What to do: The lines of the records that include "view" should all be copied.

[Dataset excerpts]
= = = =

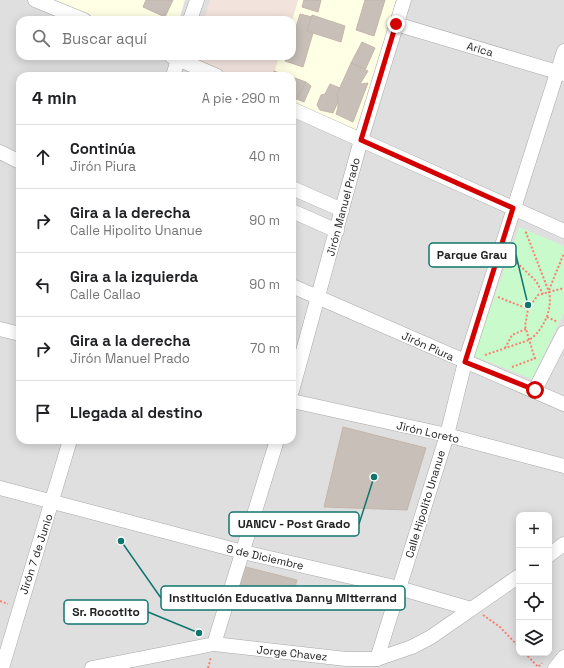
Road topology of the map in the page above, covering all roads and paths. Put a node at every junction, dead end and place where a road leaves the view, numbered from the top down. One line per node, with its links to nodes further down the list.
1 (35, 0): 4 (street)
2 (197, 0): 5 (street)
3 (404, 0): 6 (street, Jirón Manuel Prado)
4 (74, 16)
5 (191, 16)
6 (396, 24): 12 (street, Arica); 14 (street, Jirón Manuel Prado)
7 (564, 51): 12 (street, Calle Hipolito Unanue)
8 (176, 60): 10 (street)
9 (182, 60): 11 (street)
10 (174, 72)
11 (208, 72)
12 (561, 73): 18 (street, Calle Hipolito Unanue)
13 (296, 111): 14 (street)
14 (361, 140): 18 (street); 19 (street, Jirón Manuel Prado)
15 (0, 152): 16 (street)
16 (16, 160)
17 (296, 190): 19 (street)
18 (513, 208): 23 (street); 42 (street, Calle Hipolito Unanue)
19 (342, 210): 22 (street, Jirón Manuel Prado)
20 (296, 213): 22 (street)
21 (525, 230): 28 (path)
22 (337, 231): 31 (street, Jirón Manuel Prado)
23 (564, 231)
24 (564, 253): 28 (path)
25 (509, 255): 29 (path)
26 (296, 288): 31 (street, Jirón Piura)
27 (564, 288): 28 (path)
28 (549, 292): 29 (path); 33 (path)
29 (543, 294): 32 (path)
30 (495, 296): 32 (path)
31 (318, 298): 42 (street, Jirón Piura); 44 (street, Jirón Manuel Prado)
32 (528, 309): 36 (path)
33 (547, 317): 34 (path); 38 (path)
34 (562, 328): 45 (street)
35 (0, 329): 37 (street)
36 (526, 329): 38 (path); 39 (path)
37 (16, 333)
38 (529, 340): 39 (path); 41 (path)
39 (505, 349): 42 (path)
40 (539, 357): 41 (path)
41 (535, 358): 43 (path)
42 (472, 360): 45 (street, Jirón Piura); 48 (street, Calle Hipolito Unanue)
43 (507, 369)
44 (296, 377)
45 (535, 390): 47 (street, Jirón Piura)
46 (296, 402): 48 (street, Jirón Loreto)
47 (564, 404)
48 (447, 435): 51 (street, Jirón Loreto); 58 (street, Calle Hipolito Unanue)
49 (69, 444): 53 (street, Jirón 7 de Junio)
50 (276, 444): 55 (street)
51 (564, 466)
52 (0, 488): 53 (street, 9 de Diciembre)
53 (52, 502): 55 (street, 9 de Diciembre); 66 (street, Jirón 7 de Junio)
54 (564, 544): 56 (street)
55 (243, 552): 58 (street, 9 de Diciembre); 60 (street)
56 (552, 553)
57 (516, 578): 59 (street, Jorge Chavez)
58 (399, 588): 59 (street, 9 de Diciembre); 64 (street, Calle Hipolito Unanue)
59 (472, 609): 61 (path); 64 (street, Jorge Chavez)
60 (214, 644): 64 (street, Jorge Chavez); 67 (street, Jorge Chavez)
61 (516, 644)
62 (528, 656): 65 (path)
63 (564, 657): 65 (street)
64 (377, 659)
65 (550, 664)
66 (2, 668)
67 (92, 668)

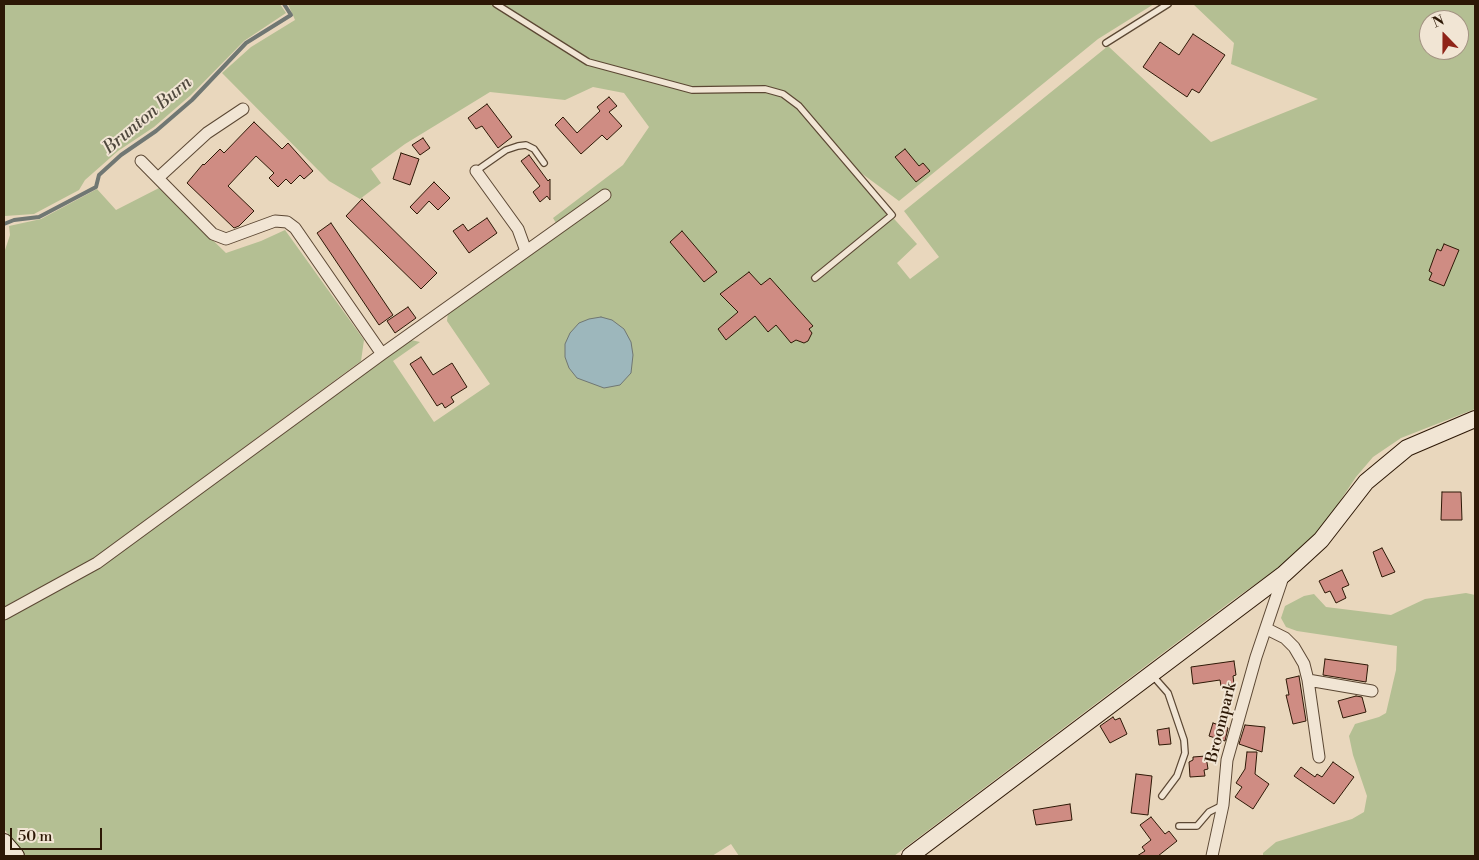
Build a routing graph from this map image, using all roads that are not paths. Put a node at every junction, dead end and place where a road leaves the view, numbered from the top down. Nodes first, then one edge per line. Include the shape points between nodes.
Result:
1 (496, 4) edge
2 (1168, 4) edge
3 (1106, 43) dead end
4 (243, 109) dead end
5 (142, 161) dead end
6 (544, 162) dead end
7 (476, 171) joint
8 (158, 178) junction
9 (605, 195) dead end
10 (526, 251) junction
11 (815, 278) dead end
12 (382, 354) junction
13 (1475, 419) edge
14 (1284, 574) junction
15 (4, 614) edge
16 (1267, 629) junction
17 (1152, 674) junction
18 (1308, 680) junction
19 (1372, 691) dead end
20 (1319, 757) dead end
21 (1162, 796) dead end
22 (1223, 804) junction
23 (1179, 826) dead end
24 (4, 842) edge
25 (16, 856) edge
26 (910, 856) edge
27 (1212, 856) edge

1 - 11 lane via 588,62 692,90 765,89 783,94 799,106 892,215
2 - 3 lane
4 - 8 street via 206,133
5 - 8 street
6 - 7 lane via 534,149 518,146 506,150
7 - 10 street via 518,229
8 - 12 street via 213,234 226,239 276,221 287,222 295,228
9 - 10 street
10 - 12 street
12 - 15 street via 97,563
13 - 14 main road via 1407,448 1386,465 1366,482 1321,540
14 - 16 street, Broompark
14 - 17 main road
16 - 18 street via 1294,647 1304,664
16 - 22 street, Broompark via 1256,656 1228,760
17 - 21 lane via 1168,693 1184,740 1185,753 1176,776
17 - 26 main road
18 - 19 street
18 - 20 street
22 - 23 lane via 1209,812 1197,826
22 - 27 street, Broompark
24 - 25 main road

= = = =

Answer to this exercise:
Road topology of the map in the page above, covering all roads and paths. Put a node at every junction, dead end and place where a road leaves the view, numbered from the top down. One line per node, with its links to nodes further down the list.
Build a routing graph from this map image, using all roads that are not paths. Put a node at every junction, dead end and place where a road leaves the view, numbered from the top down. Nodes first, then one edge per line. Include the shape points between nodes.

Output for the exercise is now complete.